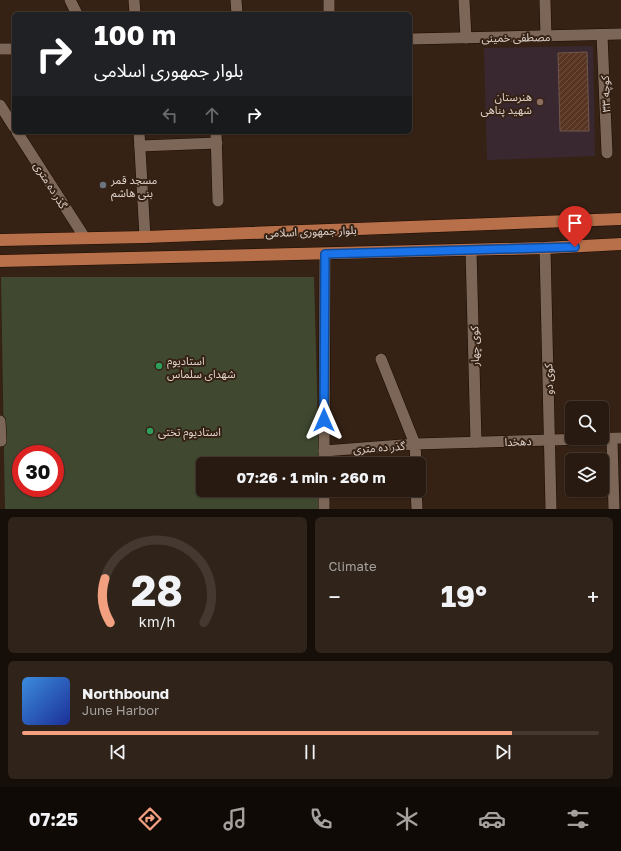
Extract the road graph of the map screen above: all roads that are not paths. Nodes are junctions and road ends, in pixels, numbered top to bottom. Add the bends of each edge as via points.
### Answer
1 (70, 0) edge
2 (134, 0) edge
3 (236, 0) edge
4 (329, 0) edge
5 (464, 0) edge
6 (545, 0) edge
7 (76, 12) edge
8 (135, 12) edge
9 (237, 12) edge
10 (329, 12) edge
11 (602, 34) junction
12 (621, 34) edge
13 (546, 36) junction
14 (466, 38) junction
15 (412, 39) edge
16 (0, 49) edge
17 (12, 49) edge
18 (0, 105) edge
19 (12, 124) edge
20 (18, 134) edge
21 (140, 134) edge
22 (216, 137) edge
23 (140, 146) junction
24 (607, 152) dead end
25 (218, 201) dead end
26 (621, 219) edge
27 (145, 237) junction
28 (85, 238) junction
29 (0, 240) edge
30 (621, 244) edge
31 (545, 248) junction
32 (472, 250) junction
33 (325, 254) junction
34 (0, 261) edge
35 (381, 359) dead end
36 (0, 421) edge
37 (617, 438) edge
38 (550, 440) junction
39 (1, 441) dead end
40 (476, 442) junction
41 (415, 444) junction
42 (324, 451) junction
43 (324, 457) edge
44 (416, 457) edge
45 (324, 497) edge
46 (416, 497) edge
47 (324, 509) edge
48 (417, 509) edge
49 (551, 509) edge
50 (614, 509) edge

1 - 7 street
2 - 8 street
3 - 9 street
4 - 10 street
5 - 14 street
6 - 13 street
11 - 12 street, مصطفی خمینی
11 - 13 street, مصطفی خمینی
11 - 24 street, کوچه ۳۳
13 - 14 street, مصطفی خمینی
14 - 15 street, مصطفی خمینی
16 - 17 street
18 - 19 street
20 - 28 street, گذر ده متری
21 - 23 street
22 - 23 street
22 - 25 street
23 - 27 street
26 - 27 main road, بلوار جمهوری اسلامی
27 - 28 main road, بلوار جمهوری اسلامی
28 - 29 main road, بلوار جمهوری اسلامی
30 - 31 main road, بلوار جمهوری اسلامی
31 - 32 main road, بلوار جمهوری اسلامی
31 - 38 street, کوی دو
32 - 33 main road, بلوار جمهوری اسلامی
32 - 40 street, کوی چهار
33 - 34 main road, بلوار جمهوری اسلامی
33 - 42 street
35 - 41 street, گذر ده متری
36 - 39 street
37 - 38 street, دهخدا
37 - 50 street
38 - 40 street, دهخدا
38 - 49 street, کوی دو
40 - 41 street, دهخدا
41 - 42 street, گذر ده متری
41 - 44 street
42 - 43 street
45 - 47 street
46 - 48 street

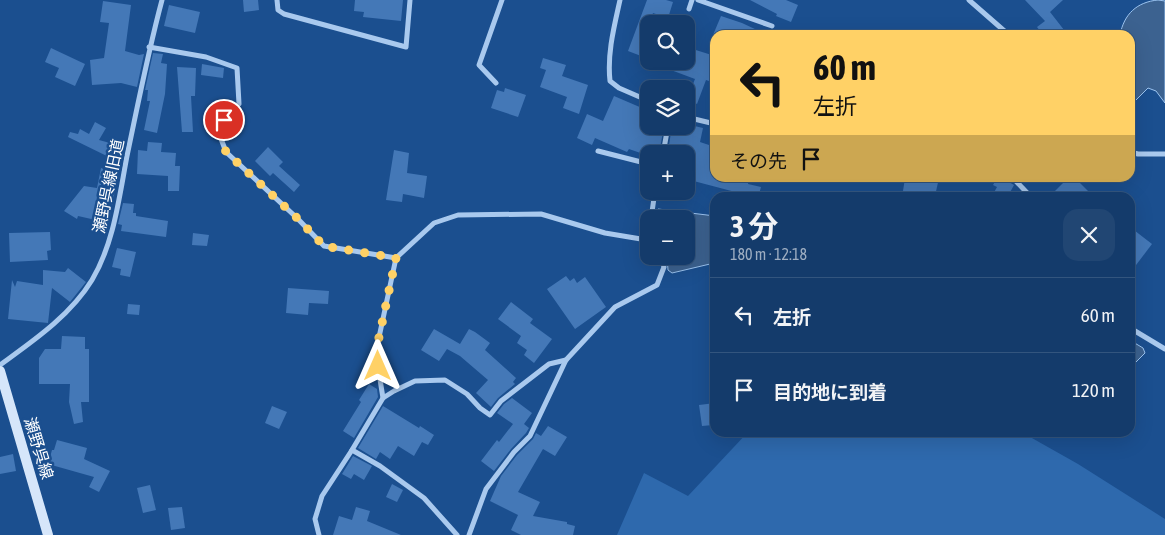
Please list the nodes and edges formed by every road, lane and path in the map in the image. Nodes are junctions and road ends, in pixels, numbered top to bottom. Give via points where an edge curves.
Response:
1 (162, 0) edge
2 (277, 0) edge
3 (410, 0) edge
4 (502, 0) edge
5 (620, 0) edge
6 (692, 0) edge
7 (698, 0) edge
8 (969, 0) edge
9 (689, 9) dead end
10 (772, 26) dead end
11 (1003, 30) edge
12 (149, 47) junction
13 (496, 83) dead end
14 (640, 97) edge
15 (695, 120) edge
16 (710, 123) edge
17 (598, 151) dead end
18 (1135, 153) edge
19 (1165, 154) edge
20 (640, 162) edge
21 (1017, 182) edge
22 (1026, 192) edge
23 (640, 239) edge
24 (396, 258) junction
25 (663, 265) edge
26 (1135, 331) edge
27 (1165, 349) edge
28 (566, 360) junction
29 (0, 365) edge
30 (0, 371) edge
31 (383, 398) junction
32 (352, 450) junction
33 (48, 535) edge
34 (319, 535) edge
35 (457, 535) edge
36 (470, 535) edge

1 - 12 street, 瀬野呉線旧道
2 - 3 street via 278,10 284,14 406,46
4 - 13 street via 479,65
5 - 14 street via 608,67 610,81
6 - 9 street
7 - 10 street
8 - 11 street
12 - 24 street via 206,57 237,68 239,104 224,120 220,136 226,152 324,246
12 - 29 street, 瀬野呉線旧道 via 112,233 98,270 84,292 48,330
15 - 16 street
17 - 20 street
18 - 19 street
21 - 22 street
23 - 24 street via 606,233 541,214 458,215 434,223
24 - 31 street via 378,342
25 - 28 street via 657,285 615,307
26 - 27 street
28 - 31 street via 549,364 501,401 490,415 467,394 444,380 415,381
28 - 36 street via 530,436 486,490
30 - 33 main road, 瀬野呉線
31 - 32 street
32 - 34 street via 322,496 316,519
32 - 35 street via 424,498

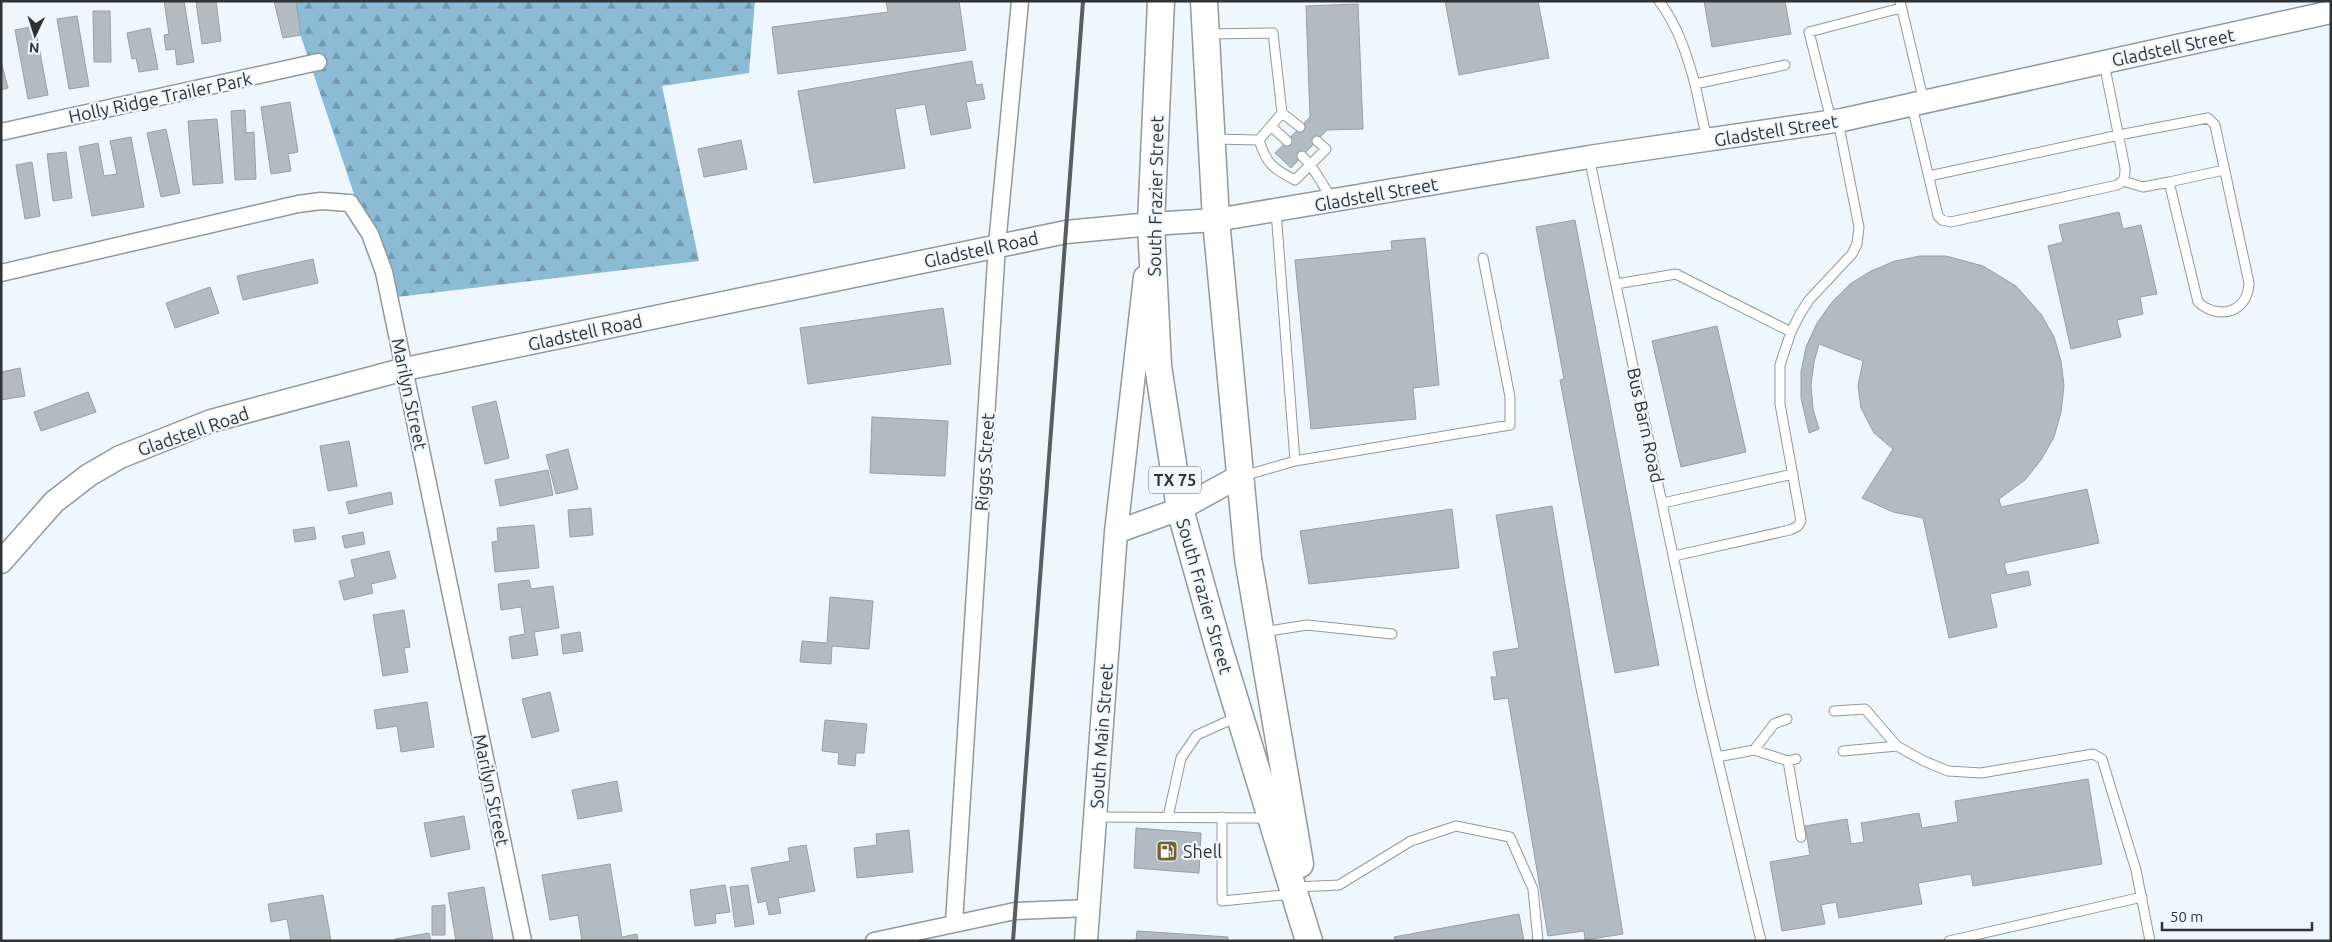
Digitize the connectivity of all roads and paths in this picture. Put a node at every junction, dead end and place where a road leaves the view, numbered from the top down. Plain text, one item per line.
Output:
1 (1020, 1) edge
2 (1161, 1) edge
3 (1204, 1) edge
4 (1659, 1) edge
5 (1901, 5) edge
6 (2331, 12) edge
7 (1206, 34) junction
8 (318, 62) dead end
9 (2104, 62) junction
10 (1785, 65) dead end
11 (1695, 84) junction
12 (1918, 103) junction
13 (1282, 112) junction
14 (1835, 121) junction
15 (1271, 126) junction
16 (1300, 128) dead end
17 (1, 132) edge
18 (2119, 135) junction
19 (1212, 139) junction
20 (1258, 140) junction
21 (1287, 140) dead end
22 (1707, 140) junction
23 (1317, 141) dead end
24 (1302, 156) dead end
25 (1589, 157) junction
26 (1310, 164) junction
27 (2224, 170) junction
28 (1929, 176) junction
29 (2123, 181) junction
30 (2169, 182) junction
31 (1334, 202) junction
32 (1276, 211) junction
33 (1216, 220) junction
34 (1151, 224) junction
35 (997, 245) junction
36 (1483, 258) dead end
37 (1, 273) edge
38 (1616, 284) junction
39 (1791, 332) junction
40 (404, 369) junction
41 (1295, 462) junction
42 (1793, 474) junction
43 (1240, 476) junction
44 (1663, 502) junction
45 (1180, 509) junction
46 (1116, 532) junction
47 (1674, 556) junction
48 (1, 562) edge
49 (1261, 633) junction
50 (1392, 634) dead end
51 (1834, 711) dead end
52 (1240, 716) junction
53 (1787, 718) dead end
54 (1897, 746) junction
55 (1754, 750) junction
56 (1843, 751) dead end
57 (1718, 756) junction
58 (1095, 816) junction
59 (1168, 817) junction
60 (1222, 817) junction
61 (1271, 818) junction
62 (1801, 837) dead end
63 (1297, 889) junction
64 (2142, 897) junction
65 (1089, 908) junction
66 (954, 923) junction
67 (523, 941) edge
68 (874, 941) edge
69 (1086, 941) edge
70 (1311, 941) edge
71 (1538, 941) edge
72 (1761, 941) edge
73 (1949, 941) edge
74 (2150, 941) edge

1 - 35 street, Riggs Street
2 - 34 main road, South Frazier Street / TX 75
3 - 7 main road, South Frazier Street / TX 75
4 - 11 lane
5 - 12 lane
5 - 14 lane
6 - 9 street, Gladstell Street
7 - 13 lane
7 - 19 main road, South Frazier Street / TX 75
8 - 17 street, Holly Ridge Trailer Park
9 - 12 street, Gladstell Street
9 - 18 lane
10 - 11 lane
11 - 22 lane
12 - 14 street, Gladstell Street
12 - 28 lane
13 - 15 lane
13 - 16 lane
14 - 22 street, Gladstell Street
14 - 39 lane
15 - 20 lane
15 - 21 lane
18 - 27 lane
18 - 28 lane
18 - 29 lane
19 - 20 lane
19 - 33 main road, South Frazier Street / TX 75
20 - 26 lane
22 - 25 street, Gladstell Street
23 - 26 lane
24 - 26 lane
25 - 31 street, Gladstell Street
25 - 38 lane, Bus Barn Road
26 - 31 lane
27 - 30 lane
27 - 30 lane
28 - 29 lane
29 - 30 lane
31 - 32 street, Gladstell Street
32 - 33 street, Gladstell Street
32 - 41 lane
33 - 34 street, Gladstell Road
33 - 43 main road, South Frazier Street / TX 75
34 - 35 street, Gladstell Road
34 - 45 main road, South Frazier Street / TX 75
34 - 46 street, South Main Street
35 - 40 street, Gladstell Road
35 - 66 street, Riggs Street
36 - 41 lane
37 - 40 street, Marilyn Street
38 - 39 lane
38 - 44 lane, Bus Barn Road
39 - 42 lane
40 - 48 street, Gladstell Road
40 - 67 street, Marilyn Street
41 - 43 lane
42 - 44 lane
42 - 47 lane
43 - 45 street
43 - 49 main road, South Frazier Street / TX 75
44 - 47 lane, Bus Barn Road
45 - 46 street
45 - 52 main road, South Frazier Street / TX 75
46 - 58 street, South Main Street
47 - 57 lane, Bus Barn Road
49 - 50 lane
49 - 63 main road, South Frazier Street / TX 75
51 - 54 lane
52 - 59 lane
52 - 61 main road, South Frazier Street / TX 75
53 - 55 lane
54 - 56 lane
54 - 64 lane
55 - 57 lane
55 - 62 lane
57 - 72 lane, Bus Barn Road
58 - 59 lane
58 - 65 street, South Main Street
59 - 60 lane
60 - 61 lane
60 - 63 lane
61 - 63 main road, South Frazier Street / TX 75
63 - 70 main road, South Frazier Street / TX 75
63 - 71 lane
64 - 73 lane
64 - 74 lane
65 - 66 street
65 - 69 street, South Main Street
66 - 68 street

**Task item**
Every line above that holds the word "Barn" should be copied out.

**Answer space**
25 - 38 lane, Bus Barn Road
38 - 44 lane, Bus Barn Road
44 - 47 lane, Bus Barn Road
47 - 57 lane, Bus Barn Road
57 - 72 lane, Bus Barn Road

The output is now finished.